_Entries provided_
----------

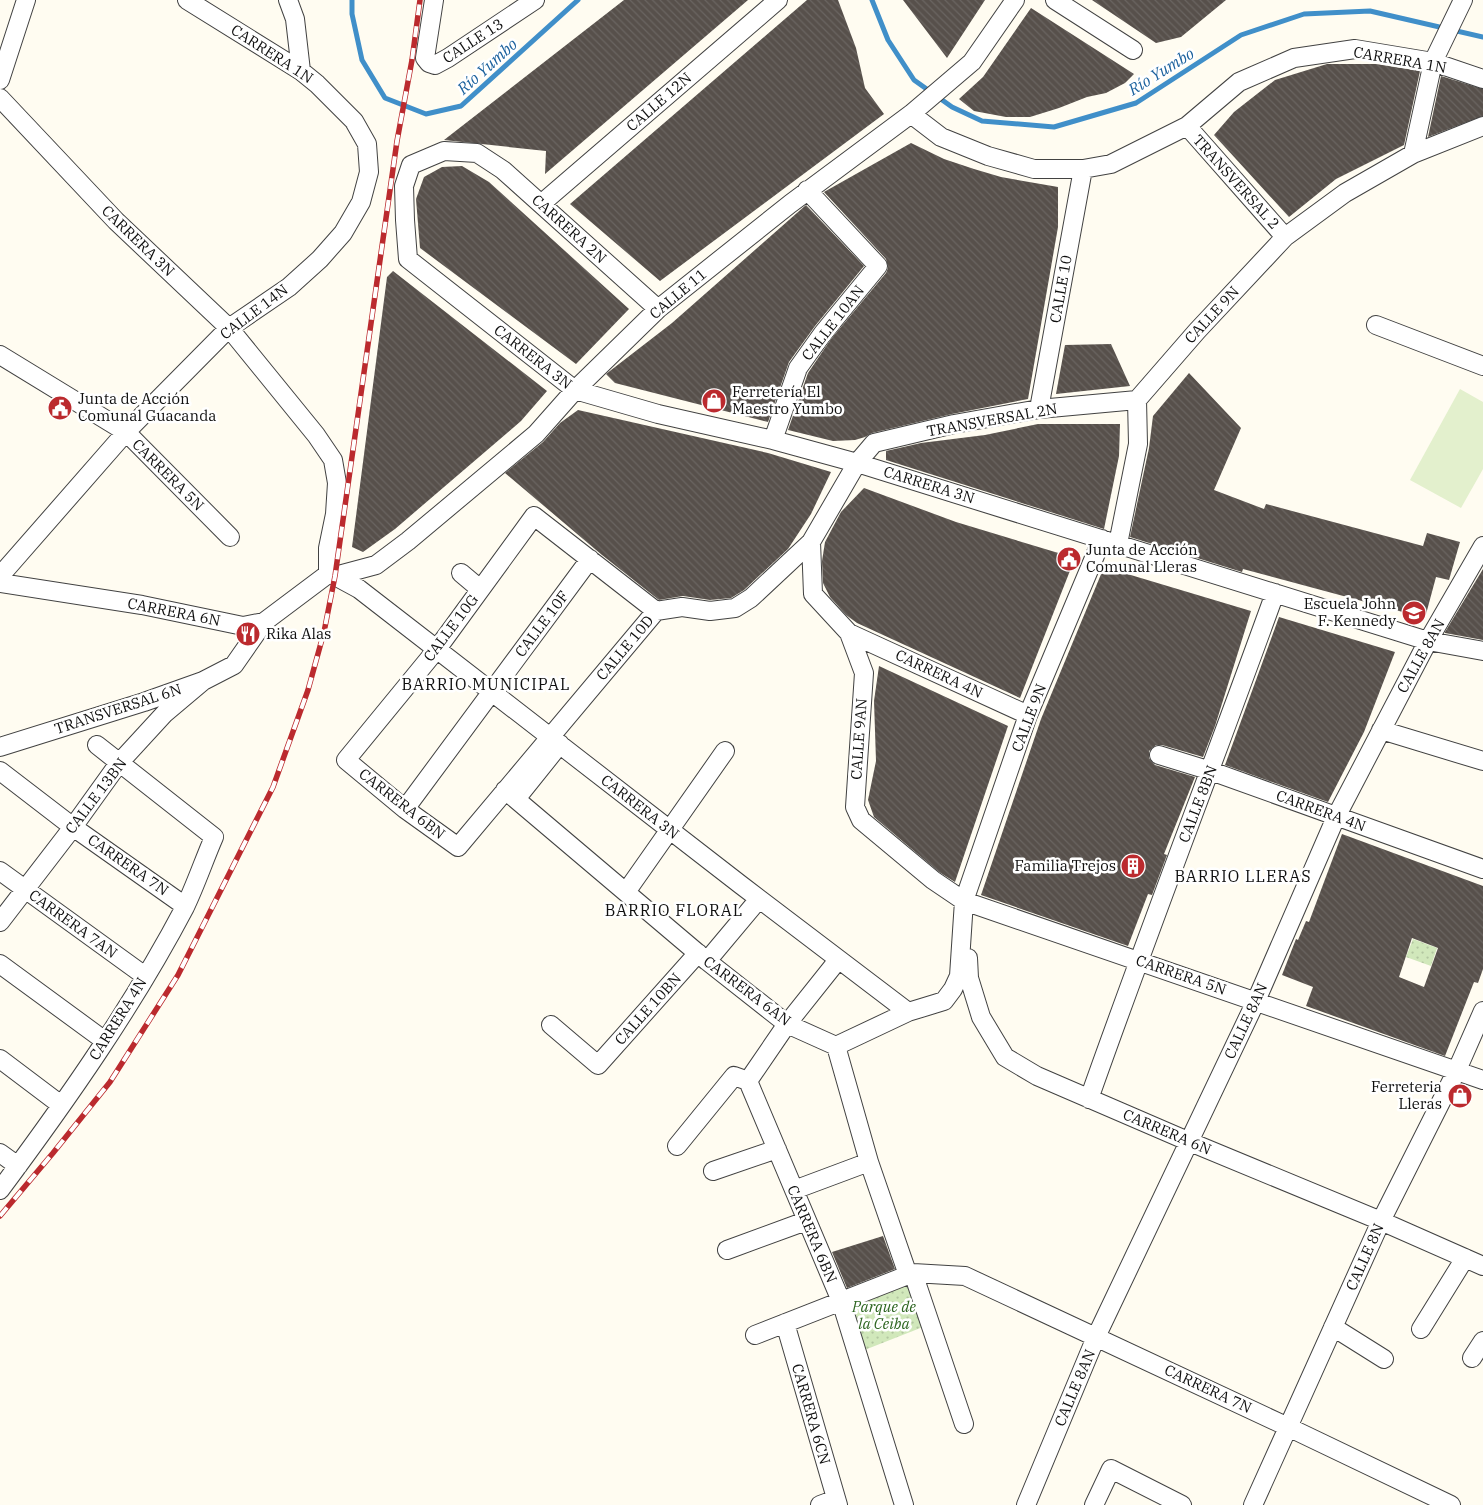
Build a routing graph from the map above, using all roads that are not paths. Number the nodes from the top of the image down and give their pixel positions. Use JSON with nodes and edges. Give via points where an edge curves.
{"nodes":[{"id":1,"x":26,"y":0,"type":"edge"},
{"id":2,"x":187,"y":0,"type":"edge"},
{"id":3,"x":288,"y":0,"type":"edge"},
{"id":4,"x":434,"y":0,"type":"edge"},
{"id":5,"x":536,"y":0,"type":"edge"},
{"id":6,"x":778,"y":0,"type":"edge"},
{"id":7,"x":1015,"y":0,"type":"edge"},
{"id":8,"x":1056,"y":0,"type":"edge"},
{"id":9,"x":1461,"y":3,"type":"edge"},
{"id":10,"x":1133,"y":50,"type":"dead end"},
{"id":11,"x":1436,"y":56,"type":"junction"},
{"id":12,"x":301,"y":71,"type":"junction"},
{"id":13,"x":1483,"y":79,"type":"edge"},
{"id":14,"x":0,"y":80,"type":"edge"},
{"id":15,"x":0,"y":98,"type":"edge"},
{"id":16,"x":912,"y":113,"type":"junction"},
{"id":17,"x":1187,"y":126,"type":"junction"},
{"id":18,"x":1483,"y":126,"type":"edge"},
{"id":19,"x":1413,"y":154,"type":"junction"},
{"id":20,"x":1083,"y":169,"type":"junction"},
{"id":21,"x":369,"y":172,"type":"joint"},
{"id":22,"x":807,"y":190,"type":"junction"},
{"id":23,"x":541,"y":204,"type":"junction"},
{"id":24,"x":1285,"y":238,"type":"junction"},
{"id":25,"x":408,"y":259,"type":"joint"},
{"id":26,"x":658,"y":309,"type":"junction"},
{"id":27,"x":1376,"y":325,"type":"dead end"},
{"id":28,"x":229,"y":328,"type":"junction"},
{"id":29,"x":1,"y":359,"type":"edge"},
{"id":30,"x":1483,"y":366,"type":"edge"},
{"id":31,"x":575,"y":390,"type":"junction"},
{"id":32,"x":1137,"y":400,"type":"junction"},
{"id":33,"x":1039,"y":409,"type":"junction"},
{"id":34,"x":126,"y":432,"type":"junction"},
{"id":35,"x":773,"y":440,"type":"junction"},
{"id":36,"x":857,"y":463,"type":"junction"},
{"id":37,"x":230,"y":537,"type":"dead end"},
{"id":38,"x":1110,"y":541,"type":"junction"},
{"id":39,"x":811,"y":542,"type":"junction"},
{"id":40,"x":1483,"y":546,"type":"edge"},
{"id":41,"x":590,"y":559,"type":"junction"},
{"id":42,"x":461,"y":573,"type":"dead end"},
{"id":43,"x":331,"y":575,"type":"junction"},
{"id":44,"x":0,"y":576,"type":"edge"},
{"id":45,"x":0,"y":583,"type":"edge"},
{"id":46,"x":480,"y":589,"type":"junction"},
{"id":47,"x":1275,"y":593,"type":"junction"},
{"id":48,"x":656,"y":611,"type":"junction"},
{"id":49,"x":264,"y":622,"type":"junction"},
{"id":50,"x":849,"y":633,"type":"junction"},
{"id":51,"x":1428,"y":641,"type":"junction"},
{"id":52,"x":436,"y":649,"type":"junction"},
{"id":53,"x":1483,"y":651,"type":"edge"},
{"id":54,"x":203,"y":681,"type":"junction"},
{"id":55,"x":492,"y":691,"type":"junction"},
{"id":56,"x":1028,"y":715,"type":"junction"},
{"id":57,"x":1381,"y":730,"type":"junction"},
{"id":58,"x":555,"y":740,"type":"junction"},
{"id":59,"x":97,"y":745,"type":"dead end"},
{"id":60,"x":0,"y":747,"type":"edge"},
{"id":61,"x":725,"y":751,"type":"dead end"},
{"id":62,"x":1159,"y":754,"type":"dead end"},
{"id":63,"x":346,"y":760,"type":"joint"},
{"id":64,"x":1483,"y":761,"type":"edge"},
{"id":65,"x":120,"y":763,"type":"junction"},
{"id":66,"x":0,"y":771,"type":"edge"},
{"id":67,"x":1211,"y":771,"type":"junction"},
{"id":68,"x":511,"y":794,"type":"junction"},
{"id":69,"x":405,"y":809,"type":"junction"},
{"id":70,"x":1336,"y":817,"type":"junction"},
{"id":71,"x":74,"y":827,"type":"junction"},
{"id":72,"x":669,"y":829,"type":"junction"},
{"id":73,"x":458,"y":847,"type":"joint"},
{"id":74,"x":1483,"y":869,"type":"edge"},
{"id":75,"x":0,"y":872,"type":"edge"},
{"id":76,"x":24,"y":889,"type":"junction"},
{"id":77,"x":626,"y":892,"type":"junction"},
{"id":78,"x":759,"y":899,"type":"junction"},
{"id":79,"x":964,"y":901,"type":"junction"},
{"id":80,"x":185,"y":906,"type":"junction"},
{"id":81,"x":0,"y":922,"type":"edge"},
{"id":82,"x":702,"y":957,"type":"junction"},
{"id":83,"x":838,"y":960,"type":"junction"},
{"id":84,"x":1138,"y":960,"type":"junction"},
{"id":85,"x":0,"y":964,"type":"edge"},
{"id":86,"x":146,"y":976,"type":"junction"},
{"id":87,"x":1256,"y":1001,"type":"junction"},
{"id":88,"x":908,"y":1012,"type":"junction"},
{"id":89,"x":1483,"y":1012,"type":"edge"},
{"id":90,"x":787,"y":1024,"type":"junction"},
{"id":91,"x":551,"y":1025,"type":"dead end"},
{"id":92,"x":105,"y":1041,"type":"junction"},
{"id":93,"x":836,"y":1046,"type":"junction"},
{"id":94,"x":0,"y":1059,"type":"edge"},
{"id":95,"x":1457,"y":1070,"type":"junction"},
{"id":96,"x":1483,"y":1080,"type":"edge"},
{"id":97,"x":748,"y":1081,"type":"junction"},
{"id":98,"x":1089,"y":1099,"type":"junction"},
{"id":99,"x":61,"y":1105,"type":"junction"},
{"id":100,"x":1190,"y":1142,"type":"junction"},
{"id":101,"x":677,"y":1146,"type":"dead end"},
{"id":102,"x":776,"y":1149,"type":"junction"},
{"id":103,"x":0,"y":1153,"type":"edge"},
{"id":104,"x":869,"y":1162,"type":"junction"},
{"id":105,"x":18,"y":1166,"type":"junction"},
{"id":106,"x":713,"y":1171,"type":"dead end"},
{"id":107,"x":0,"y":1190,"type":"edge"},
{"id":108,"x":794,"y":1190,"type":"junction"},
{"id":109,"x":806,"y":1221,"type":"junction"},
{"id":110,"x":1381,"y":1221,"type":"junction"},
{"id":111,"x":727,"y":1250,"type":"dead end"},
{"id":112,"x":1465,"y":1258,"type":"junction"},
{"id":113,"x":1483,"y":1266,"type":"edge"},
{"id":114,"x":910,"y":1274,"type":"junction"},
{"id":115,"x":841,"y":1301,"type":"junction"},
{"id":116,"x":785,"y":1323,"type":"junction"},
{"id":117,"x":1333,"y":1327,"type":"junction"},
{"id":118,"x":1421,"y":1329,"type":"dead end"},
{"id":119,"x":755,"y":1335,"type":"dead end"},
{"id":120,"x":1096,"y":1337,"type":"junction"},
{"id":121,"x":1483,"y":1341,"type":"edge"},
{"id":122,"x":1472,"y":1358,"type":"dead end"},
{"id":123,"x":1384,"y":1359,"type":"dead end"},
{"id":124,"x":964,"y":1424,"type":"dead end"},
{"id":125,"x":1288,"y":1427,"type":"junction"},
{"id":126,"x":831,"y":1503,"type":"edge"},
{"id":127,"x":904,"y":1505,"type":"edge"},
{"id":128,"x":1026,"y":1505,"type":"edge"},
{"id":129,"x":1094,"y":1505,"type":"edge"},
{"id":130,"x":1182,"y":1505,"type":"edge"},
{"id":131,"x":1253,"y":1505,"type":"edge"},
{"id":132,"x":1450,"y":1505,"type":"edge"}],
"edges":[{"from":1,"to":14,"type":"street"},
{"from":2,"to":12,"type":"street","name":"CARRERA 1N"},
{"from":3,"to":12,"type":"street","via":[[295,19]]},
{"from":4,"to":5,"type":"street","name":"CALLE 13","via":[[425,58],[428,64],[435,66]]},
{"from":6,"to":23,"type":"street","name":"CALLE 12N"},
{"from":7,"to":16,"type":"street","name":"CALLE 11","via":[[972,62]]},
{"from":8,"to":10,"type":"street"},
{"from":9,"to":11,"type":"street"},
{"from":11,"to":13,"type":"street","name":"CARRERA 1N"},
{"from":11,"to":17,"type":"street","name":"CARRERA 1N","via":[[1355,49],[1294,58],[1239,82]]},
{"from":11,"to":19,"type":"street"},
{"from":12,"to":21,"type":"street","name":"CARRERA 1N","via":[[354,121],[367,144]]},
{"from":15,"to":28,"type":"street","name":"CARRERA 3N","via":[[116,221]]},
{"from":16,"to":20,"type":"street","name":"CARRERA 1N","via":[[941,137],[988,156],[1034,169]]},
{"from":16,"to":22,"type":"street","name":"CALLE 11"},
{"from":17,"to":20,"type":"street","name":"CARRERA 1N","via":[[1111,164]]},
{"from":17,"to":24,"type":"street","name":"TRANSVERSAL 2"},
{"from":18,"to":19,"type":"street","name":"CALLE 9N"},
{"from":19,"to":24,"type":"street","name":"CALLE 9N","via":[[1345,193]]},
{"from":20,"to":33,"type":"street","name":"CALLE 10"},
{"from":21,"to":28,"type":"street","name":"CALLE 14N","via":[[362,202],[343,233],[320,259],[289,287]]},
{"from":22,"to":26,"type":"street","name":"CALLE 11"},
{"from":22,"to":35,"type":"street","name":"CALLE 10AN","via":[[878,266],[823,332],[798,368]]},
{"from":23,"to":25,"type":"street","name":"CARRERA 2N","via":[[503,170],[477,153],[444,151],[412,165],[404,186]]},
{"from":23,"to":26,"type":"street","name":"CARRERA 2N"},
{"from":24,"to":32,"type":"street","name":"CALLE 9N"},
{"from":25,"to":31,"type":"street","name":"CARRERA 3N"},
{"from":26,"to":31,"type":"street","name":"CALLE 11"},
{"from":27,"to":30,"type":"street"},
{"from":28,"to":34,"type":"street","name":"CALLE 14N"},
{"from":28,"to":43,"type":"street","name":"CARRERA 3N","via":[[333,460],[337,483],[328,548]]},
{"from":29,"to":34,"type":"street","name":"CARRERA 5N"},
{"from":31,"to":35,"type":"street","name":"CARRERA 3N","via":[[658,414]]},
{"from":31,"to":43,"type":"street","name":"CALLE 11","via":[[536,434],[408,542],[376,565]]},
{"from":32,"to":33,"type":"street","name":"TRANSVERSAL 2N"},
{"from":32,"to":38,"type":"street","name":"CALLE 9N","via":[[1138,444]]},
{"from":33,"to":36,"type":"street","name":"TRANSVERSAL 2N","via":[[874,443]]},
{"from":34,"to":37,"type":"street","name":"CARRERA 5N"},
{"from":34,"to":44,"type":"street","name":"CALLE 14N"},
{"from":35,"to":36,"type":"street","name":"CARRERA 3N"},
{"from":36,"to":38,"type":"street","name":"CARRERA 3N"},
{"from":36,"to":39,"type":"street","name":"CALLE 10D"},
{"from":38,"to":47,"type":"street","name":"CARRERA 3N"},
{"from":38,"to":56,"type":"street","name":"CALLE 9N"},
{"from":39,"to":48,"type":"street","name":"CALLE 10D","via":[[735,608],[710,611],[682,607]]},
{"from":39,"to":50,"type":"street","name":"CALLE 9AN","via":[[813,594]]},
{"from":40,"to":51,"type":"street","name":"CALLE 8AN"},
{"from":41,"to":46,"type":"street","name":"CALLE 10G","via":[[534,516]]},
{"from":41,"to":48,"type":"street"},
{"from":41,"to":55,"type":"street","name":"CALLE 10F"},
{"from":42,"to":46,"type":"street"},
{"from":43,"to":49,"type":"street","name":"CARRERA 6N"},
{"from":43,"to":52,"type":"street","name":"CARRERA 3N","via":[[359,589]]},
{"from":45,"to":49,"type":"street","name":"CARRERA 6N","via":[[142,605],[243,626]]},
{"from":46,"to":52,"type":"street","name":"CALLE 10G"},
{"from":47,"to":51,"type":"street","name":"CARRERA 3N"},
{"from":47,"to":67,"type":"street","name":"CALLE 8BN"},
{"from":48,"to":58,"type":"street","name":"CALLE 10D"},
{"from":49,"to":54,"type":"street","name":"TRANSVERSAL 6N","via":[[234,665]]},
{"from":50,"to":56,"type":"street","name":"CARRERA 4N"},
{"from":50,"to":79,"type":"street","name":"CALLE 9AN","via":[[864,672],[855,806],[861,820],[933,880]]},
{"from":51,"to":53,"type":"street","name":"CARRERA 3N"},
{"from":51,"to":57,"type":"street","name":"CALLE 8AN"},
{"from":52,"to":55,"type":"street","name":"CARRERA 3N"},
{"from":52,"to":63,"type":"street","name":"CALLE 10G"},
{"from":54,"to":60,"type":"street","name":"TRANSVERSAL 6N"},
{"from":54,"to":65,"type":"street","name":"CALLE 13BN","via":[[165,714]]},
{"from":55,"to":58,"type":"street","name":"CARRERA 3N"},
{"from":55,"to":69,"type":"street","name":"CALLE 10F"},
{"from":56,"to":79,"type":"street","name":"CALLE 9N"},
{"from":57,"to":64,"type":"street"},
{"from":57,"to":70,"type":"street","name":"CALLE 8AN"},
{"from":58,"to":68,"type":"street","name":"CALLE 10D"},
{"from":58,"to":72,"type":"street","name":"CARRERA 3N"},
{"from":59,"to":65,"type":"street"},
{"from":61,"to":72,"type":"street"},
{"from":62,"to":67,"type":"street","name":"CARRERA 4N"},
{"from":63,"to":69,"type":"street","name":"CARRERA 6BN"},
{"from":65,"to":71,"type":"street","name":"CALLE 13BN"},
{"from":65,"to":80,"type":"street","name":"CARRERA 4N","via":[[214,837]]},
{"from":66,"to":71,"type":"street","name":"CARRERA 7N"},
{"from":67,"to":70,"type":"street","name":"CARRERA 4N"},
{"from":67,"to":84,"type":"street","name":"CALLE 8BN"},
{"from":68,"to":73,"type":"street","name":"CALLE 10D"},
{"from":68,"to":77,"type":"street","name":"CARRERA 6AN"},
{"from":69,"to":73,"type":"street","name":"CARRERA 6BN"},
{"from":70,"to":74,"type":"street","name":"CARRERA 4N"},
{"from":70,"to":87,"type":"street","name":"CALLE 8AN"},
{"from":71,"to":76,"type":"street","name":"CALLE 13BN"},
{"from":71,"to":80,"type":"street","name":"CARRERA 7N"},
{"from":72,"to":77,"type":"street"},
{"from":72,"to":78,"type":"street","name":"CARRERA 3N"},
{"from":75,"to":76,"type":"street","name":"CARRERA 7AN"},
{"from":76,"to":81,"type":"street","name":"CALLE 13BN"},
{"from":76,"to":86,"type":"street","name":"CARRERA 7AN"},
{"from":77,"to":82,"type":"street","name":"CARRERA 6AN"},
{"from":78,"to":82,"type":"street","name":"CALLE 10BN"},
{"from":78,"to":83,"type":"street","name":"CARRERA 3N"},
{"from":79,"to":84,"type":"street","name":"CARRERA 5N"},
{"from":79,"to":88,"type":"street","via":[[959,976],[953,989],[944,1001]]},
{"from":79,"to":98,"type":"street","name":"CARRERA 6N","via":[[969,978],[981,1017],[1005,1057],[1037,1076]]},
{"from":80,"to":86,"type":"street","name":"CARRERA 4N"},
{"from":82,"to":90,"type":"street","name":"CARRERA 6AN"},
{"from":82,"to":91,"type":"street","name":"CALLE 10BN","via":[[598,1065]]},
{"from":83,"to":88,"type":"street","name":"CARRERA 3N"},
{"from":83,"to":90,"type":"street"},
{"from":84,"to":87,"type":"street","name":"CARRERA 5N"},
{"from":84,"to":98,"type":"street","name":"CALLE 8BN"},
{"from":85,"to":92,"type":"street"},
{"from":86,"to":92,"type":"street","name":"CARRERA 4N"},
{"from":87,"to":95,"type":"street","name":"CARRERA 5N"},
{"from":87,"to":100,"type":"street","name":"CALLE 8AN"},
{"from":88,"to":93,"type":"street"},
{"from":89,"to":95,"type":"street","name":"CALLE 8N"},
{"from":90,"to":93,"type":"street","name":"CARRERA 6AN"},
{"from":90,"to":97,"type":"street"},
{"from":92,"to":99,"type":"street","name":"CARRERA 4N"},
{"from":93,"to":104,"type":"street"},
{"from":94,"to":99,"type":"street"},
{"from":95,"to":96,"type":"street","name":"CARRERA 5N"},
{"from":95,"to":110,"type":"street","name":"CALLE 8N"},
{"from":97,"to":101,"type":"street","via":[[734,1076]]},
{"from":97,"to":102,"type":"street","name":"CARRERA 6BN"},
{"from":98,"to":100,"type":"street","name":"CARRERA 6N"},
{"from":99,"to":105,"type":"street","name":"CARRERA 4N"},
{"from":100,"to":110,"type":"street","name":"CARRERA 6N"},
{"from":100,"to":120,"type":"street","name":"CALLE 8AN"},
{"from":102,"to":106,"type":"street"},
{"from":102,"to":108,"type":"street","name":"CARRERA 6BN"},
{"from":103,"to":105,"type":"street"},
{"from":104,"to":108,"type":"street"},
{"from":104,"to":114,"type":"street"},
{"from":105,"to":107,"type":"street","name":"CARRERA 4N"},
{"from":108,"to":109,"type":"street","name":"CARRERA 6BN"},
{"from":109,"to":111,"type":"street"},
{"from":109,"to":115,"type":"street","name":"CARRERA 6BN"},
{"from":110,"to":112,"type":"street","name":"CARRERA 6N"},
{"from":110,"to":117,"type":"street","name":"CALLE 8N"},
{"from":112,"to":113,"type":"street","name":"CARRERA 6N"},
{"from":112,"to":118,"type":"street"},
{"from":114,"to":115,"type":"street"},
{"from":114,"to":120,"type":"street","name":"CARRERA 7N","via":[[965,1276]]},
{"from":114,"to":124,"type":"street"},
{"from":115,"to":116,"type":"street"},
{"from":115,"to":127,"type":"street","name":"CARRERA 6BN"},
{"from":116,"to":119,"type":"street"},
{"from":116,"to":126,"type":"street","name":"CARRERA 6CN"},
{"from":117,"to":123,"type":"street"},
{"from":117,"to":125,"type":"street","name":"CALLE 8N"},
{"from":120,"to":125,"type":"street","name":"CARRERA 7N"},
{"from":120,"to":128,"type":"street","name":"CALLE 8AN"},
{"from":121,"to":122,"type":"street"},
{"from":125,"to":131,"type":"street","name":"CALLE 8N"},
{"from":125,"to":132,"type":"street","name":"CARRERA 7N"},
{"from":129,"to":130,"type":"street","via":[[1111,1469]]}]}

----------

_Task statement_
From the listing, copy each line containing the word "nodes".

_Result of this task_
Build a routing graph from the map above, using all roads that are not paths. Number the nodes from the top of the image down and give their pixel positions. Use JSON with nodes and edges. Give via points where an edge curves.
{"nodes":[{"id":1,"x":26,"y":0,"type":"edge"},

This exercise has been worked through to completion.